**INPUT:**
▼

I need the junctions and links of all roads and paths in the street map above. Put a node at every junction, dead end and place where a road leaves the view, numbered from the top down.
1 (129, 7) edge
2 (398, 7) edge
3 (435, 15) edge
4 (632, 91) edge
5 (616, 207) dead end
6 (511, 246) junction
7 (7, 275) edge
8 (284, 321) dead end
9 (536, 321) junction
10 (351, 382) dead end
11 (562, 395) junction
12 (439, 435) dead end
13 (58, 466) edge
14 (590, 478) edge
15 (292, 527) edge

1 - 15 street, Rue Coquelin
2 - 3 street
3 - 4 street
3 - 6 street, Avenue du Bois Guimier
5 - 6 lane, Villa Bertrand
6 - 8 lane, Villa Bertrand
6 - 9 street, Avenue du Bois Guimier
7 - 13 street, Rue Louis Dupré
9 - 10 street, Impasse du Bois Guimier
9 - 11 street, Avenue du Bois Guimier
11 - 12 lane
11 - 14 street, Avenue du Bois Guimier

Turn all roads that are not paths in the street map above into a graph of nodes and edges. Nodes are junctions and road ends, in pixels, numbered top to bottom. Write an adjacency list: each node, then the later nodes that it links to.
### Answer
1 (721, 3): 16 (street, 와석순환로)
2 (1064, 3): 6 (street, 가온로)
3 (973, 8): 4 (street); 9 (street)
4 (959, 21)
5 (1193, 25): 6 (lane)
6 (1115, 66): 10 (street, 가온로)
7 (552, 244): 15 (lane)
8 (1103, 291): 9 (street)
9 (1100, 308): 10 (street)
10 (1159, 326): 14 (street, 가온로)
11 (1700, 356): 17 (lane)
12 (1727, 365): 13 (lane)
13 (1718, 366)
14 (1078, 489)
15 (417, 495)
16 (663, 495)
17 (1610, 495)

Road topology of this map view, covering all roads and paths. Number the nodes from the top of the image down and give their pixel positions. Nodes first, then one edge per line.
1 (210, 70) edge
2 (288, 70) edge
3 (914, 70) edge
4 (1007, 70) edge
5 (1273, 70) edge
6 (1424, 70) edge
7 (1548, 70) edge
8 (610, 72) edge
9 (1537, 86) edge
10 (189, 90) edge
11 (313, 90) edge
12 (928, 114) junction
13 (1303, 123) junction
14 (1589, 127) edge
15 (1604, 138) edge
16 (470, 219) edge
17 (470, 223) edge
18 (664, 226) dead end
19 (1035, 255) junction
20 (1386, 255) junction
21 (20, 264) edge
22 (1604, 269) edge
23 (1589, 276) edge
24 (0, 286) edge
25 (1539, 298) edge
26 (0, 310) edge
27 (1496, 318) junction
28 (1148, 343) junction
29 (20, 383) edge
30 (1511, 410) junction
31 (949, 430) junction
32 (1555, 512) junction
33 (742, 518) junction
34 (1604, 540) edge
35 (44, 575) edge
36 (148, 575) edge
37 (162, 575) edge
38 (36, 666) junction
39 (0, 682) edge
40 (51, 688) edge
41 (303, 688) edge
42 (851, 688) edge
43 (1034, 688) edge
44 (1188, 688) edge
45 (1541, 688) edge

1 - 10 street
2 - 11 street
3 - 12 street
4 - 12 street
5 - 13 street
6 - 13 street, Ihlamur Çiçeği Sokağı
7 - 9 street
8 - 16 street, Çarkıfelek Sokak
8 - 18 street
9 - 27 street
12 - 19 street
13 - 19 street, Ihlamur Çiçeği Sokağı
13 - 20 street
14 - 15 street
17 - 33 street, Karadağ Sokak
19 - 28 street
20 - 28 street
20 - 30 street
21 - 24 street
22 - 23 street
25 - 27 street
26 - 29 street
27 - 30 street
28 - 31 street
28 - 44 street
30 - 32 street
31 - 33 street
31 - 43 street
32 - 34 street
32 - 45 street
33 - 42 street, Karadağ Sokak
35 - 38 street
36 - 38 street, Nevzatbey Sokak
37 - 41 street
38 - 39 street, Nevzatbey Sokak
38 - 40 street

▲

**WHAT YOU HAVE TO DO:** Every line of the data should be output exactly as it was given.

**RESULT BELOW:**
I need the junctions and links of all roads and paths in the street map above. Put a node at every junction, dead end and place where a road leaves the view, numbered from the top down.
1 (129, 7) edge
2 (398, 7) edge
3 (435, 15) edge
4 (632, 91) edge
5 (616, 207) dead end
6 (511, 246) junction
7 (7, 275) edge
8 (284, 321) dead end
9 (536, 321) junction
10 (351, 382) dead end
11 (562, 395) junction
12 (439, 435) dead end
13 (58, 466) edge
14 (590, 478) edge
15 (292, 527) edge

1 - 15 street, Rue Coquelin
2 - 3 street
3 - 4 street
3 - 6 street, Avenue du Bois Guimier
5 - 6 lane, Villa Bertrand
6 - 8 lane, Villa Bertrand
6 - 9 street, Avenue du Bois Guimier
7 - 13 street, Rue Louis Dupré
9 - 10 street, Impasse du Bois Guimier
9 - 11 street, Avenue du Bois Guimier
11 - 12 lane
11 - 14 street, Avenue du Bois Guimier

Turn all roads that are not paths in the street map above into a graph of nodes and edges. Nodes are junctions and road ends, in pixels, numbered top to bottom. Write an adjacency list: each node, then the later nodes that it links to.
### Answer
1 (721, 3): 16 (street, 와석순환로)
2 (1064, 3): 6 (street, 가온로)
3 (973, 8): 4 (street); 9 (street)
4 (959, 21)
5 (1193, 25): 6 (lane)
6 (1115, 66): 10 (street, 가온로)
7 (552, 244): 15 (lane)
8 (1103, 291): 9 (street)
9 (1100, 308): 10 (street)
10 (1159, 326): 14 (street, 가온로)
11 (1700, 356): 17 (lane)
12 (1727, 365): 13 (lane)
13 (1718, 366)
14 (1078, 489)
15 (417, 495)
16 (663, 495)
17 (1610, 495)

Road topology of this map view, covering all roads and paths. Number the nodes from the top of the image down and give their pixel positions. Nodes first, then one edge per line.
1 (210, 70) edge
2 (288, 70) edge
3 (914, 70) edge
4 (1007, 70) edge
5 (1273, 70) edge
6 (1424, 70) edge
7 (1548, 70) edge
8 (610, 72) edge
9 (1537, 86) edge
10 (189, 90) edge
11 (313, 90) edge
12 (928, 114) junction
13 (1303, 123) junction
14 (1589, 127) edge
15 (1604, 138) edge
16 (470, 219) edge
17 (470, 223) edge
18 (664, 226) dead end
19 (1035, 255) junction
20 (1386, 255) junction
21 (20, 264) edge
22 (1604, 269) edge
23 (1589, 276) edge
24 (0, 286) edge
25 (1539, 298) edge
26 (0, 310) edge
27 (1496, 318) junction
28 (1148, 343) junction
29 (20, 383) edge
30 (1511, 410) junction
31 (949, 430) junction
32 (1555, 512) junction
33 (742, 518) junction
34 (1604, 540) edge
35 (44, 575) edge
36 (148, 575) edge
37 (162, 575) edge
38 (36, 666) junction
39 (0, 682) edge
40 (51, 688) edge
41 (303, 688) edge
42 (851, 688) edge
43 (1034, 688) edge
44 (1188, 688) edge
45 (1541, 688) edge

1 - 10 street
2 - 11 street
3 - 12 street
4 - 12 street
5 - 13 street
6 - 13 street, Ihlamur Çiçeği Sokağı
7 - 9 street
8 - 16 street, Çarkıfelek Sokak
8 - 18 street
9 - 27 street
12 - 19 street
13 - 19 street, Ihlamur Çiçeği Sokağı
13 - 20 street
14 - 15 street
17 - 33 street, Karadağ Sokak
19 - 28 street
20 - 28 street
20 - 30 street
21 - 24 street
22 - 23 street
25 - 27 street
26 - 29 street
27 - 30 street
28 - 31 street
28 - 44 street
30 - 32 street
31 - 33 street
31 - 43 street
32 - 34 street
32 - 45 street
33 - 42 street, Karadağ Sokak
35 - 38 street
36 - 38 street, Nevzatbey Sokak
37 - 41 street
38 - 39 street, Nevzatbey Sokak
38 - 40 street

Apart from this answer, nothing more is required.